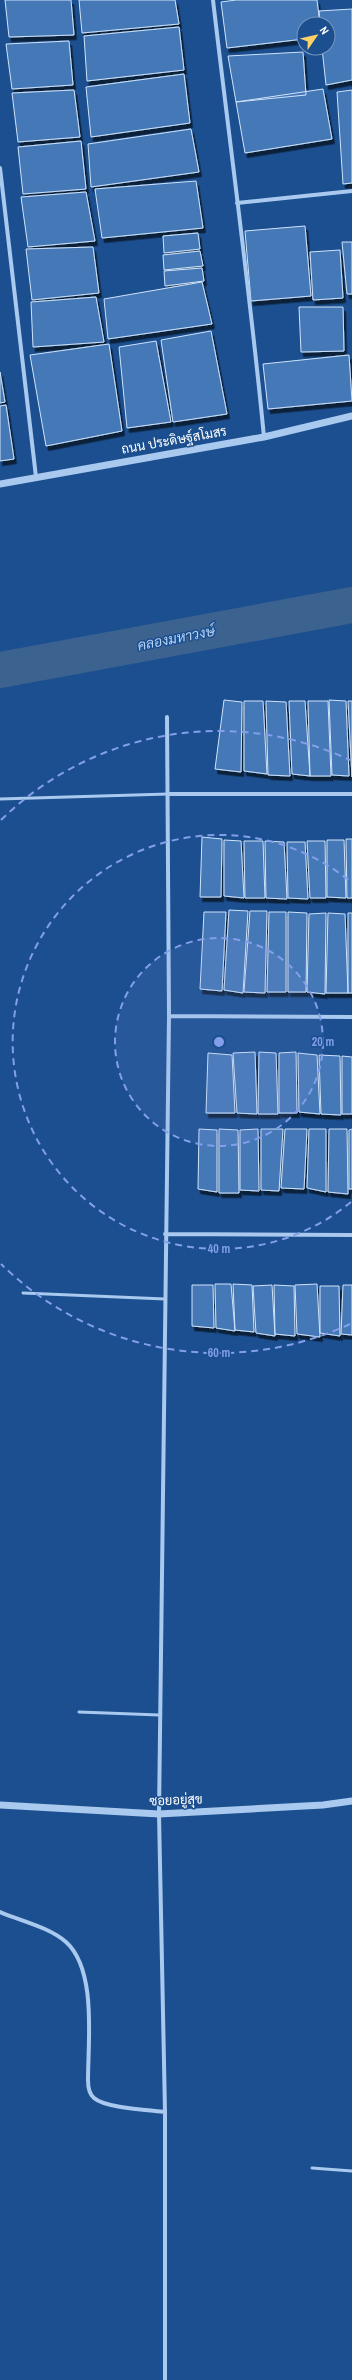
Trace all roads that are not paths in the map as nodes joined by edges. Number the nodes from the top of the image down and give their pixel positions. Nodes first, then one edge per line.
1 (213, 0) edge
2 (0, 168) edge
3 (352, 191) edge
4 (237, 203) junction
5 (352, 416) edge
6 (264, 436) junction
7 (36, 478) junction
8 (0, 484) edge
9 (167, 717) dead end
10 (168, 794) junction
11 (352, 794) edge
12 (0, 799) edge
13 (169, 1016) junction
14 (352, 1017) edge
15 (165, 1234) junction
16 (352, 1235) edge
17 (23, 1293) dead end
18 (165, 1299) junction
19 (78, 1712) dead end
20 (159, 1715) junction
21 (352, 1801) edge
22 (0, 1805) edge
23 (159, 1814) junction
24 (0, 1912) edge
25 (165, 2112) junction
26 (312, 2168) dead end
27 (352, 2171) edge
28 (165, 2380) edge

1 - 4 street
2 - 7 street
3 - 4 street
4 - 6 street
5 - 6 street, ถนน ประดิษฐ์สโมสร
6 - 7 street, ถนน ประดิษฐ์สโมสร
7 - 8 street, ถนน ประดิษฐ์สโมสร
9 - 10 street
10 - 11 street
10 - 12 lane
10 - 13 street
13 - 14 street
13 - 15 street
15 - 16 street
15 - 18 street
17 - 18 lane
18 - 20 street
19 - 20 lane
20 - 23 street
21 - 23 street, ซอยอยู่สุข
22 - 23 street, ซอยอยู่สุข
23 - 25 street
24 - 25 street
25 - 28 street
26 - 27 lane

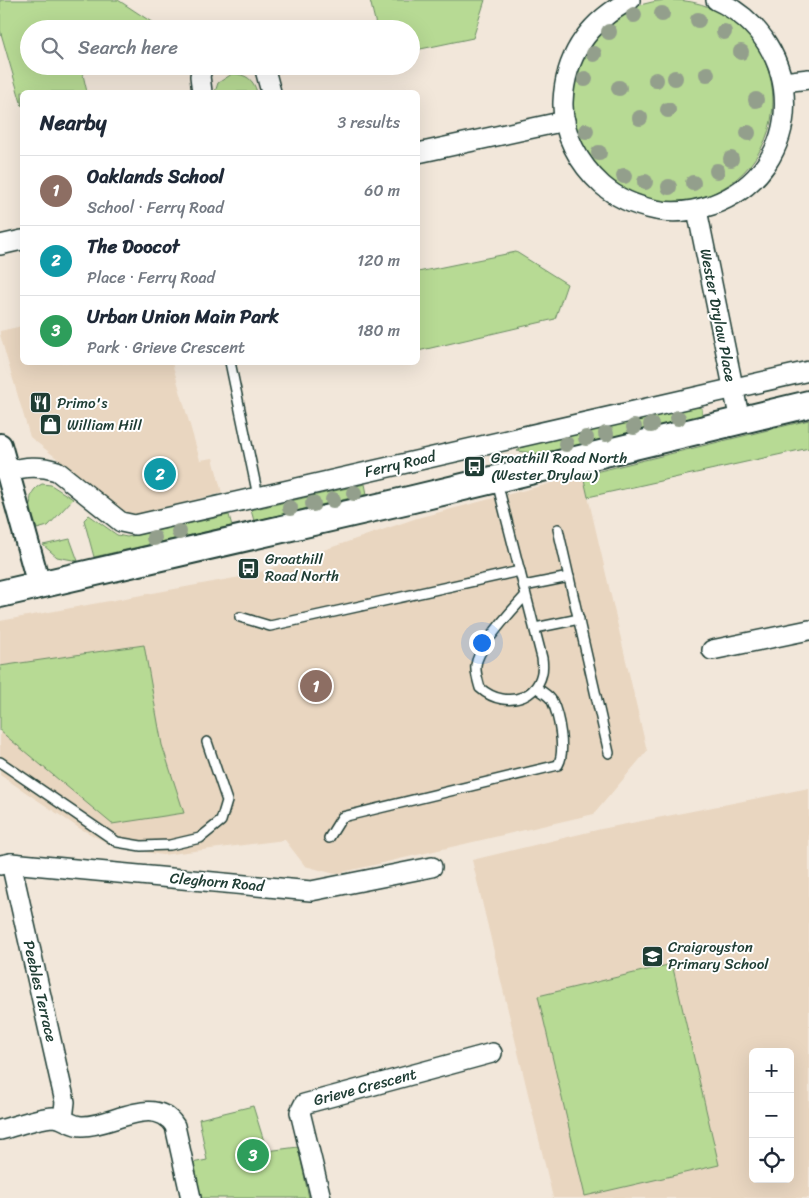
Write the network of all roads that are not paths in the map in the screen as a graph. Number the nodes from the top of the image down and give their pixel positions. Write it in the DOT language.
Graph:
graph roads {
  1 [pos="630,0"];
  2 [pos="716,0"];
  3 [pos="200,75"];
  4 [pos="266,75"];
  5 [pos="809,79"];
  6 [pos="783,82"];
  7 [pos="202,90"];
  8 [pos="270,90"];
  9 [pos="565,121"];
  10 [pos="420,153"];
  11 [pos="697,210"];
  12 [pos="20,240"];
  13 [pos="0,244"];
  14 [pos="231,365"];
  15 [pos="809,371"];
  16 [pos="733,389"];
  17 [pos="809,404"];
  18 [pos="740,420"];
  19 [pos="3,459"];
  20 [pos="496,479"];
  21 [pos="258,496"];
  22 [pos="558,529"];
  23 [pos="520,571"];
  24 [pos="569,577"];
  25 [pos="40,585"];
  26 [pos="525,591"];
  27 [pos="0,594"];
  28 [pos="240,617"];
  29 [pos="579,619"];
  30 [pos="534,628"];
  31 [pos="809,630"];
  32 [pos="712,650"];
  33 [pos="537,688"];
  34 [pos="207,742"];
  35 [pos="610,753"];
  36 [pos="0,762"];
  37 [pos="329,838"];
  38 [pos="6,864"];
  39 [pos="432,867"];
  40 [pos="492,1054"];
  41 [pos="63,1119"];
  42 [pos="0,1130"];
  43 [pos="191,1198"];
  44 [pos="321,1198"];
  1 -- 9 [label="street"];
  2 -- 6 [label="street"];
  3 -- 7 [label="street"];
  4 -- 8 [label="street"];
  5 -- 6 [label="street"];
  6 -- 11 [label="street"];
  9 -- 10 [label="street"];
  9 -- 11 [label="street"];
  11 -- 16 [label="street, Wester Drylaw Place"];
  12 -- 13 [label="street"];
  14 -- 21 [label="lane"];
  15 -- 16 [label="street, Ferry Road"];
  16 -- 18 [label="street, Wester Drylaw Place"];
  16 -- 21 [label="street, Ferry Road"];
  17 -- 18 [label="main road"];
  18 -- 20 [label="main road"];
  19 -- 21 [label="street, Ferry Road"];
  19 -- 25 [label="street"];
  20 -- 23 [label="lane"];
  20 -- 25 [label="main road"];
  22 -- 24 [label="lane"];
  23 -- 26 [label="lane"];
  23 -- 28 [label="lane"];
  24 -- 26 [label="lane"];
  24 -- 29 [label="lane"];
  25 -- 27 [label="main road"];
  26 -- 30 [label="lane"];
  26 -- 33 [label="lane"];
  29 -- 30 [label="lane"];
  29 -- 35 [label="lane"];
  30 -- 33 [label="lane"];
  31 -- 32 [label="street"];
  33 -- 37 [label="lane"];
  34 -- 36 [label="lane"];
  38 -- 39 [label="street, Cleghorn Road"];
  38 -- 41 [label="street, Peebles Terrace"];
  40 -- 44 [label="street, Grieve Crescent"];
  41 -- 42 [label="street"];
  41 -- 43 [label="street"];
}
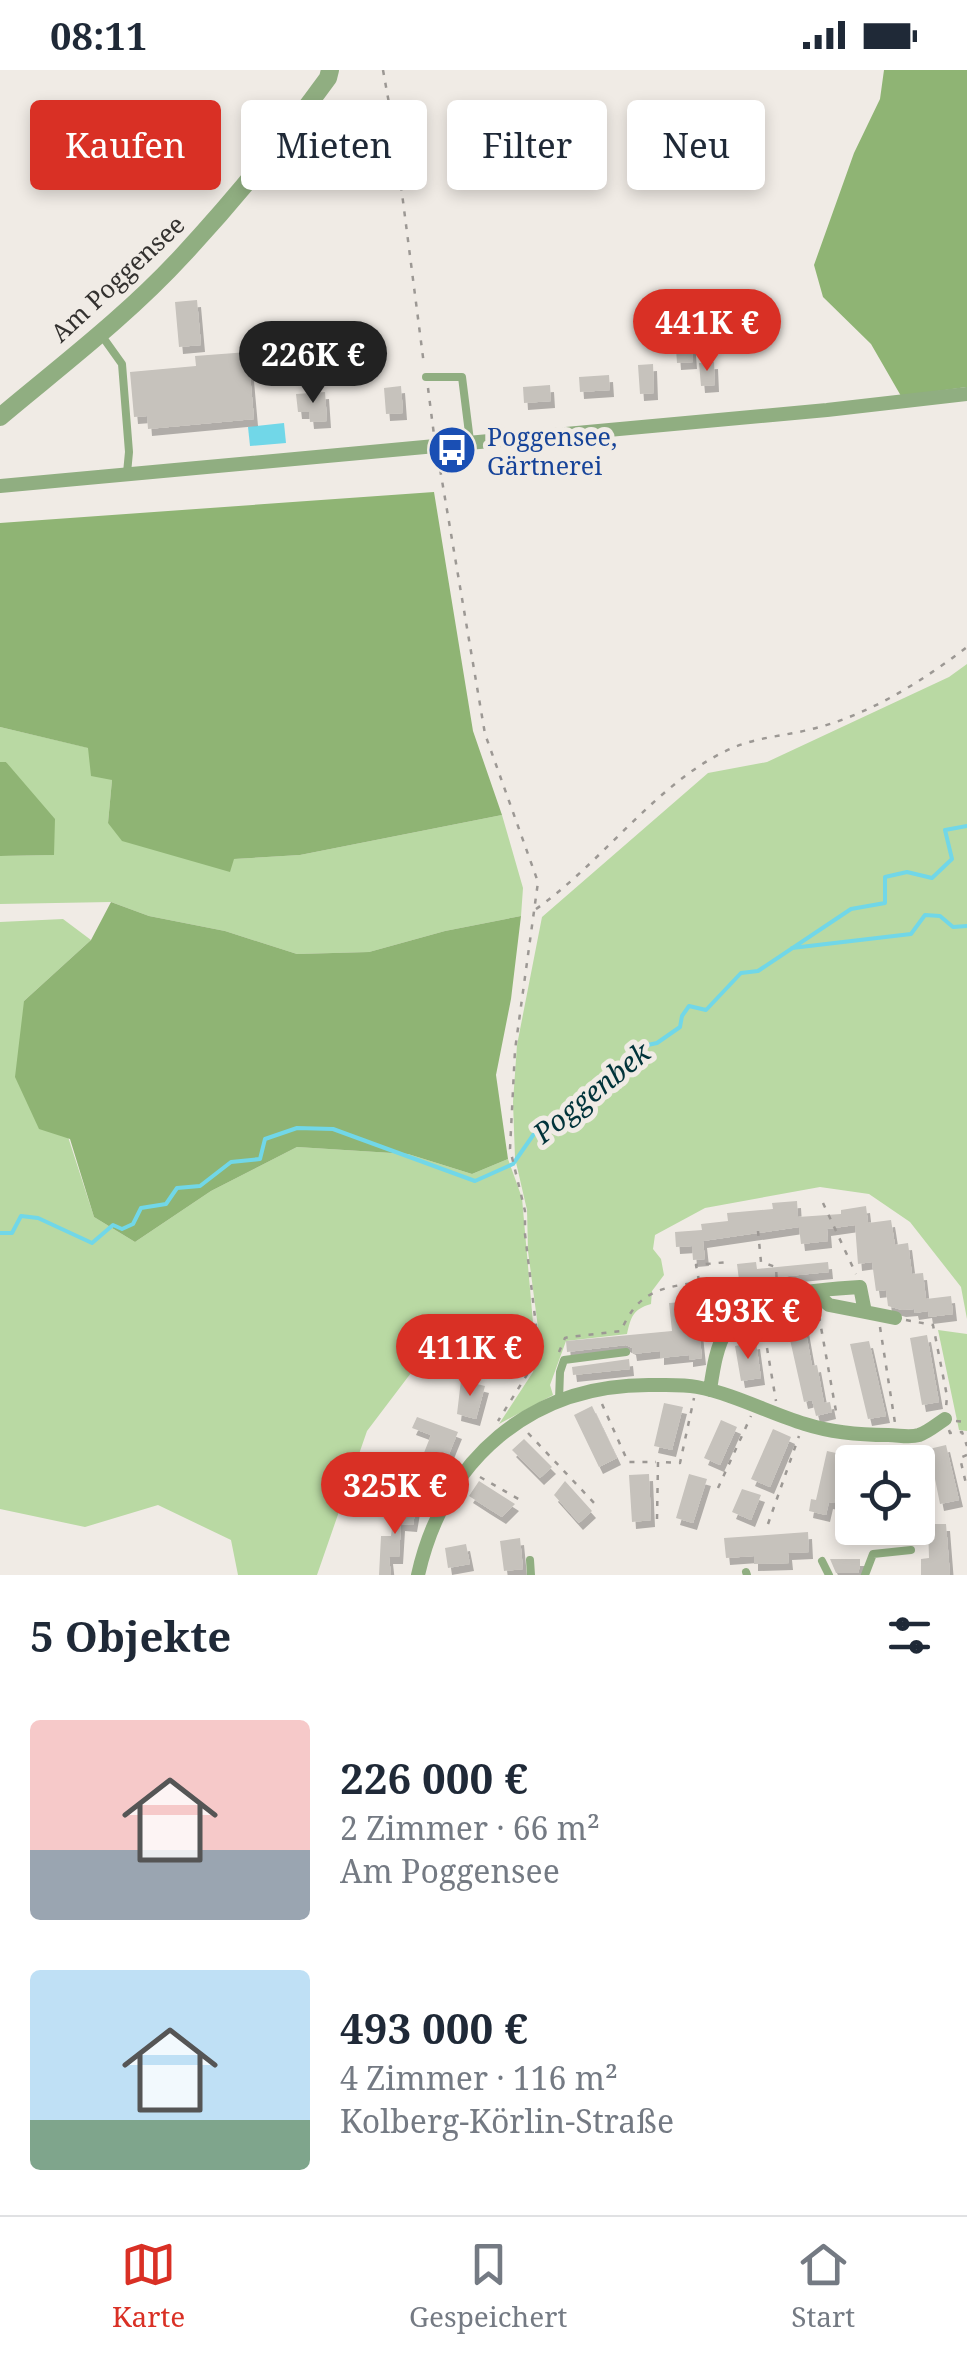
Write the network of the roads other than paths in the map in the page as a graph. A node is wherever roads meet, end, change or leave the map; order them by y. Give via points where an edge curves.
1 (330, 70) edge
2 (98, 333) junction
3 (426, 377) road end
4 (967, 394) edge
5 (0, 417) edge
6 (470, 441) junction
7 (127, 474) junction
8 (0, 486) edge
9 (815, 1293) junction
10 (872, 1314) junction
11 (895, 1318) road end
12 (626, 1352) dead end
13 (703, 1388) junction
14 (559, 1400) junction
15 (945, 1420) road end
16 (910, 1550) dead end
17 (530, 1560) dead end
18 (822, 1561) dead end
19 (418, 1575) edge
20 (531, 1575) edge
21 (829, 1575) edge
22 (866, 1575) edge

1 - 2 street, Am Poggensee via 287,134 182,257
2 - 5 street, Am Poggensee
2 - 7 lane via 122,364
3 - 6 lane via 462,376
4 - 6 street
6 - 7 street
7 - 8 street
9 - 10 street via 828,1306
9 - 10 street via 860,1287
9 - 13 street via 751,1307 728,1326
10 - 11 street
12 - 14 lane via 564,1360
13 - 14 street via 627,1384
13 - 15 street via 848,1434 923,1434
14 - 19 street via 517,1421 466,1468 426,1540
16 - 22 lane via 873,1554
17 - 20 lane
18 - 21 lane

..........

Task instructions |
Using the material above, count the lines containing the word "pixel". Reply with the number alone.

Reply to the task |
2